(TASK DATA)

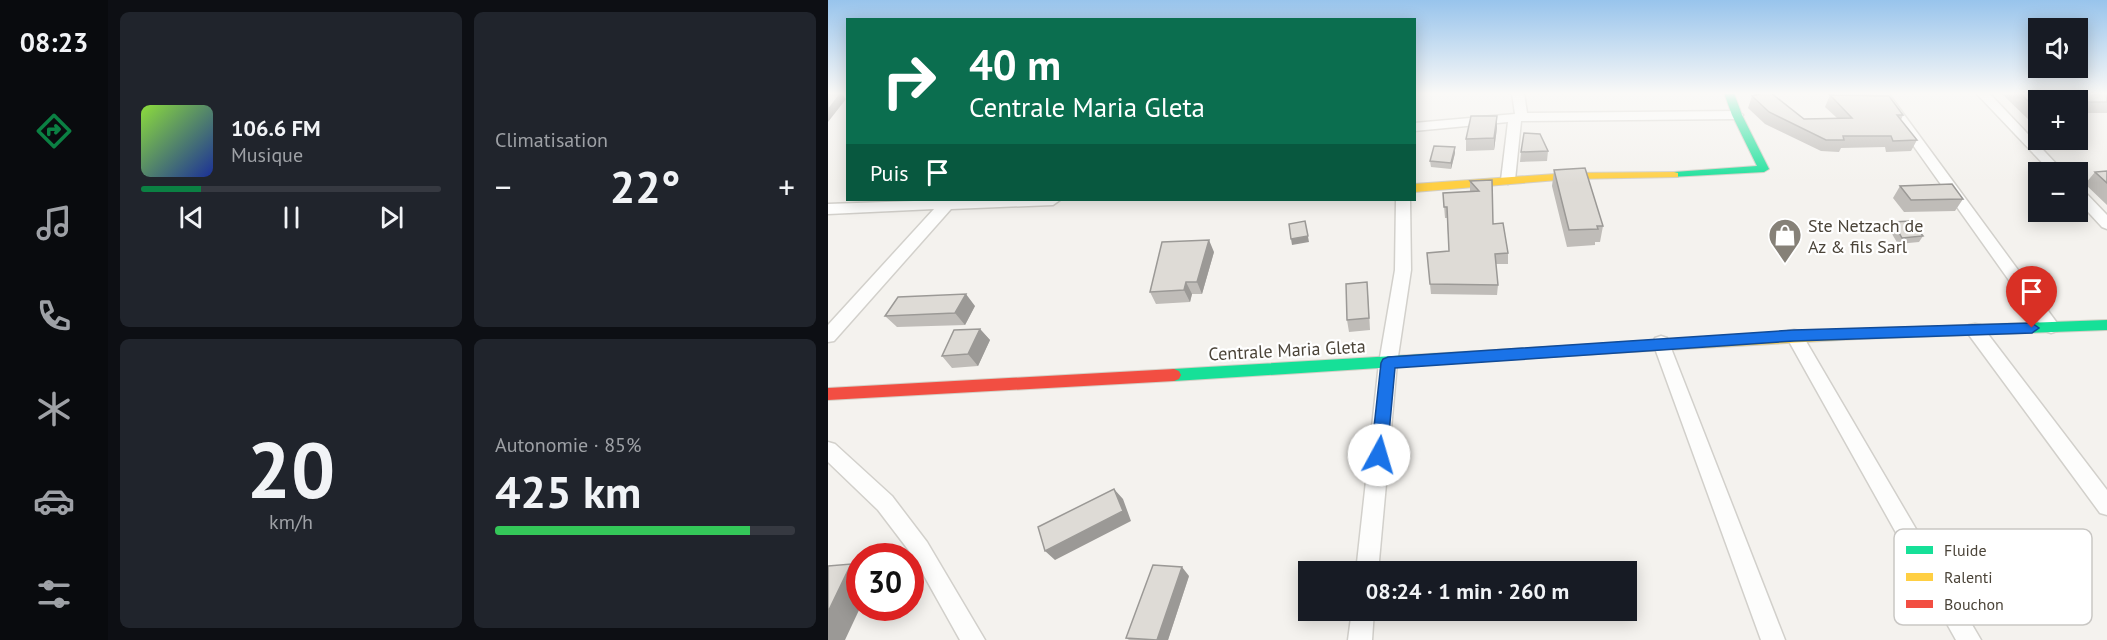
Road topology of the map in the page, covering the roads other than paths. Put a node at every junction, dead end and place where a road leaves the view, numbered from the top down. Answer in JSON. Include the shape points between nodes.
{"nodes":[{"id":1,"x":1462,"y":123,"type":"edge"},
{"id":2,"x":1518,"y":123,"type":"edge"},
{"id":3,"x":1740,"y":123,"type":"edge"},
{"id":4,"x":1904,"y":123,"type":"edge"},
{"id":5,"x":2011,"y":123,"type":"edge"},
{"id":6,"x":1416,"y":127,"type":"edge"},
{"id":7,"x":2048,"y":162,"type":"edge"},
{"id":8,"x":1508,"y":180,"type":"junction"},
{"id":9,"x":1416,"y":188,"type":"edge"},
{"id":10,"x":1001,"y":201,"type":"edge"},
{"id":11,"x":1403,"y":201,"type":"edge"},
{"id":12,"x":949,"y":202,"type":"edge"},
{"id":13,"x":2088,"y":204,"type":"edge"},
{"id":14,"x":828,"y":209,"type":"edge"},
{"id":15,"x":2107,"y":224,"type":"edge"},
{"id":16,"x":2107,"y":325,"type":"edge"},
{"id":17,"x":2051,"y":327,"type":"junction"},
{"id":18,"x":1974,"y":330,"type":"junction"},
{"id":19,"x":828,"y":336,"type":"edge"},
{"id":20,"x":1794,"y":336,"type":"junction"},
{"id":21,"x":1661,"y":343,"type":"junction"},
{"id":22,"x":1388,"y":363,"type":"junction"},
{"id":23,"x":828,"y":394,"type":"edge"},
{"id":24,"x":828,"y":450,"type":"edge"},
{"id":25,"x":2107,"y":506,"type":"edge"},
{"id":26,"x":1906,"y":529,"type":"edge"},
{"id":27,"x":1368,"y":561,"type":"edge"},
{"id":28,"x":1362,"y":621,"type":"edge"},
{"id":29,"x":1961,"y":625,"type":"edge"},
{"id":30,"x":973,"y":640,"type":"edge"},
{"id":31,"x":1360,"y":640,"type":"edge"},
{"id":32,"x":1773,"y":640,"type":"edge"},
{"id":33,"x":1970,"y":640,"type":"edge"}],
"edges":[{"from":1,"to":6,"type":"street"},
{"from":2,"to":8,"type":"street"},
{"from":3,"to":8,"type":"street","via":[[1764,169]]},
{"from":4,"to":17,"type":"street"},
{"from":5,"to":7,"type":"street"},
{"from":8,"to":9,"type":"street"},
{"from":10,"to":12,"type":"street"},
{"from":11,"to":22,"type":"street","via":[[1403,270]]},
{"from":12,"to":14,"type":"street"},
{"from":12,"to":19,"type":"street"},
{"from":13,"to":15,"type":"street"},
{"from":16,"to":17,"type":"street","name":"Centrale Maria Gleta"},
{"from":17,"to":18,"type":"street","name":"Centrale Maria Gleta"},
{"from":18,"to":20,"type":"street","name":"Centrale Maria Gleta"},
{"from":18,"to":25,"type":"street"},
{"from":20,"to":21,"type":"street","name":"Centrale Maria Gleta"},
{"from":20,"to":26,"type":"street"},
{"from":21,"to":22,"type":"street","name":"Centrale Maria Gleta"},
{"from":21,"to":32,"type":"street"},
{"from":22,"to":23,"type":"street","name":"Centrale Maria Gleta"},
{"from":22,"to":27,"type":"street"},
{"from":24,"to":30,"type":"street","via":[[885,503],[920,549]]},
{"from":28,"to":31,"type":"street"},
{"from":29,"to":33,"type":"street"}]}
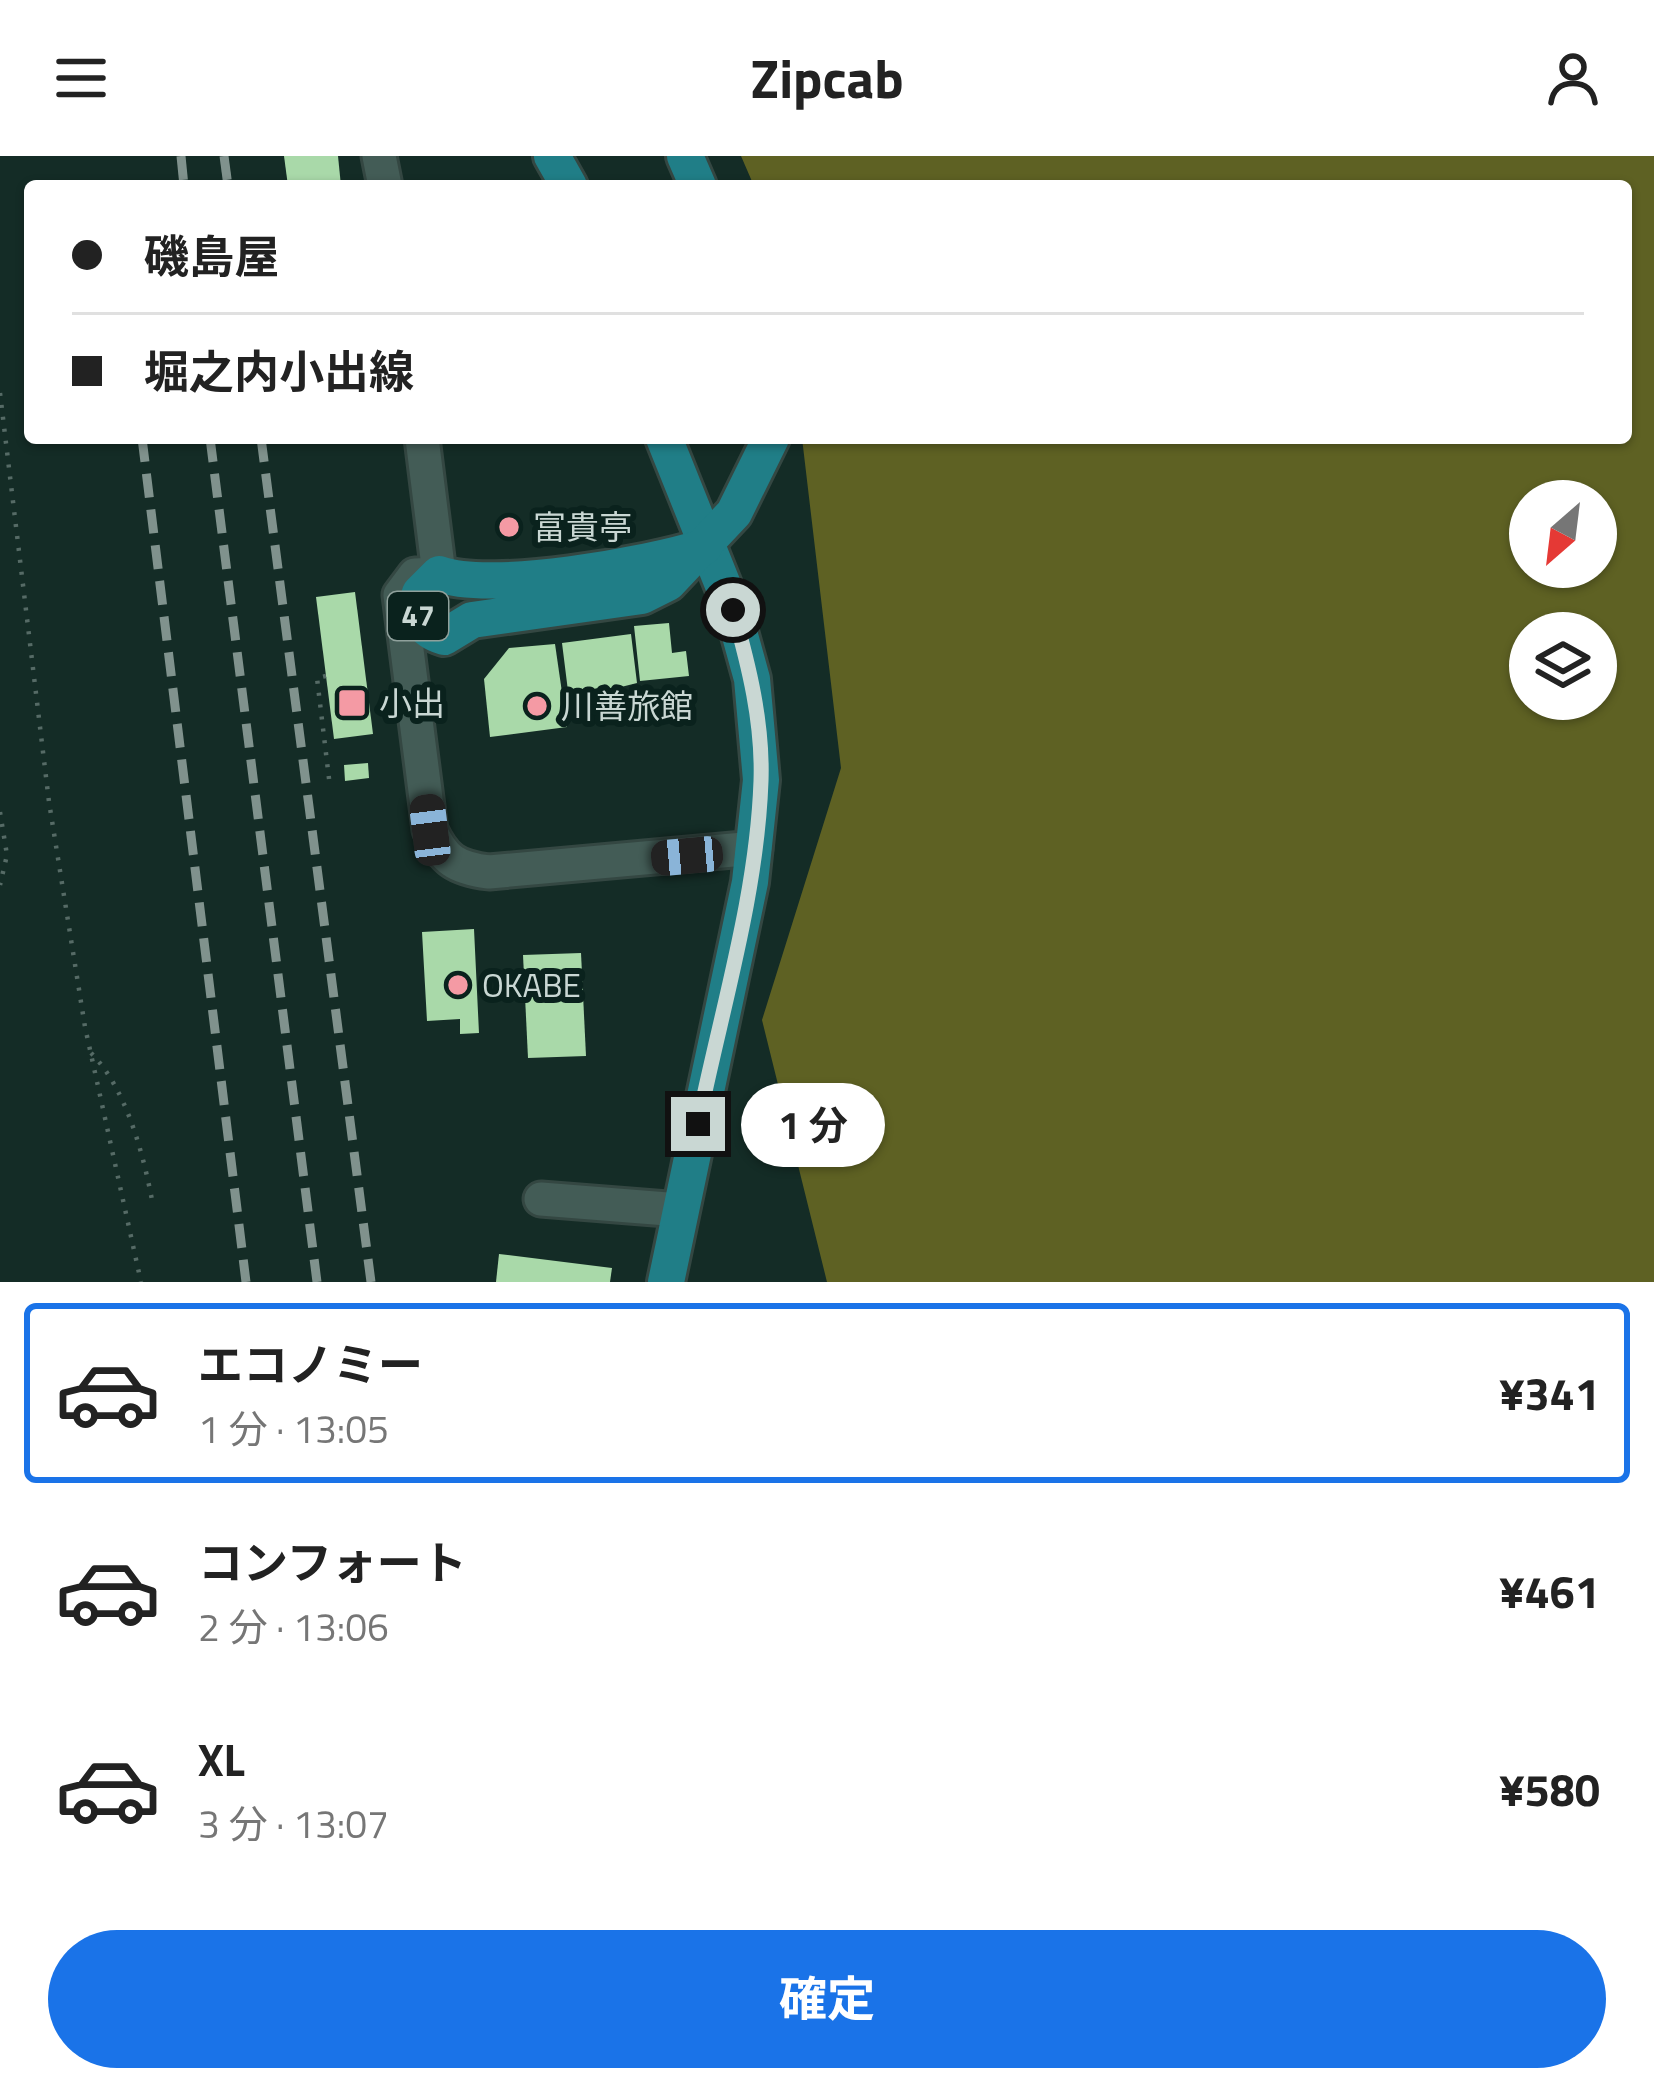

(End TASK DATA)

■ **DESCRIPTION OF THE TASK**: Give the data again word for word, without pictures.

■ **SOLUTION TO THIS PROBLEM**:
Road topology of the map in the page, covering the roads other than paths. Put a node at every junction, dead end and place where a road leaves the view, numbered from the top down. Answer in JSON. Include the shape points between nodes.
{"nodes":[{"id":1,"x":1462,"y":123,"type":"edge"},
{"id":2,"x":1518,"y":123,"type":"edge"},
{"id":3,"x":1740,"y":123,"type":"edge"},
{"id":4,"x":1904,"y":123,"type":"edge"},
{"id":5,"x":2011,"y":123,"type":"edge"},
{"id":6,"x":1416,"y":127,"type":"edge"},
{"id":7,"x":2048,"y":162,"type":"edge"},
{"id":8,"x":1508,"y":180,"type":"junction"},
{"id":9,"x":1416,"y":188,"type":"edge"},
{"id":10,"x":1001,"y":201,"type":"edge"},
{"id":11,"x":1403,"y":201,"type":"edge"},
{"id":12,"x":949,"y":202,"type":"edge"},
{"id":13,"x":2088,"y":204,"type":"edge"},
{"id":14,"x":828,"y":209,"type":"edge"},
{"id":15,"x":2107,"y":224,"type":"edge"},
{"id":16,"x":2107,"y":325,"type":"edge"},
{"id":17,"x":2051,"y":327,"type":"junction"},
{"id":18,"x":1974,"y":330,"type":"junction"},
{"id":19,"x":828,"y":336,"type":"edge"},
{"id":20,"x":1794,"y":336,"type":"junction"},
{"id":21,"x":1661,"y":343,"type":"junction"},
{"id":22,"x":1388,"y":363,"type":"junction"},
{"id":23,"x":828,"y":394,"type":"edge"},
{"id":24,"x":828,"y":450,"type":"edge"},
{"id":25,"x":2107,"y":506,"type":"edge"},
{"id":26,"x":1906,"y":529,"type":"edge"},
{"id":27,"x":1368,"y":561,"type":"edge"},
{"id":28,"x":1362,"y":621,"type":"edge"},
{"id":29,"x":1961,"y":625,"type":"edge"},
{"id":30,"x":973,"y":640,"type":"edge"},
{"id":31,"x":1360,"y":640,"type":"edge"},
{"id":32,"x":1773,"y":640,"type":"edge"},
{"id":33,"x":1970,"y":640,"type":"edge"}],
"edges":[{"from":1,"to":6,"type":"street"},
{"from":2,"to":8,"type":"street"},
{"from":3,"to":8,"type":"street","via":[[1764,169]]},
{"from":4,"to":17,"type":"street"},
{"from":5,"to":7,"type":"street"},
{"from":8,"to":9,"type":"street"},
{"from":10,"to":12,"type":"street"},
{"from":11,"to":22,"type":"street","via":[[1403,270]]},
{"from":12,"to":14,"type":"street"},
{"from":12,"to":19,"type":"street"},
{"from":13,"to":15,"type":"street"},
{"from":16,"to":17,"type":"street","name":"Centrale Maria Gleta"},
{"from":17,"to":18,"type":"street","name":"Centrale Maria Gleta"},
{"from":18,"to":20,"type":"street","name":"Centrale Maria Gleta"},
{"from":18,"to":25,"type":"street"},
{"from":20,"to":21,"type":"street","name":"Centrale Maria Gleta"},
{"from":20,"to":26,"type":"street"},
{"from":21,"to":22,"type":"street","name":"Centrale Maria Gleta"},
{"from":21,"to":32,"type":"street"},
{"from":22,"to":23,"type":"street","name":"Centrale Maria Gleta"},
{"from":22,"to":27,"type":"street"},
{"from":24,"to":30,"type":"street","via":[[885,503],[920,549]]},
{"from":28,"to":31,"type":"street"},
{"from":29,"to":33,"type":"street"}]}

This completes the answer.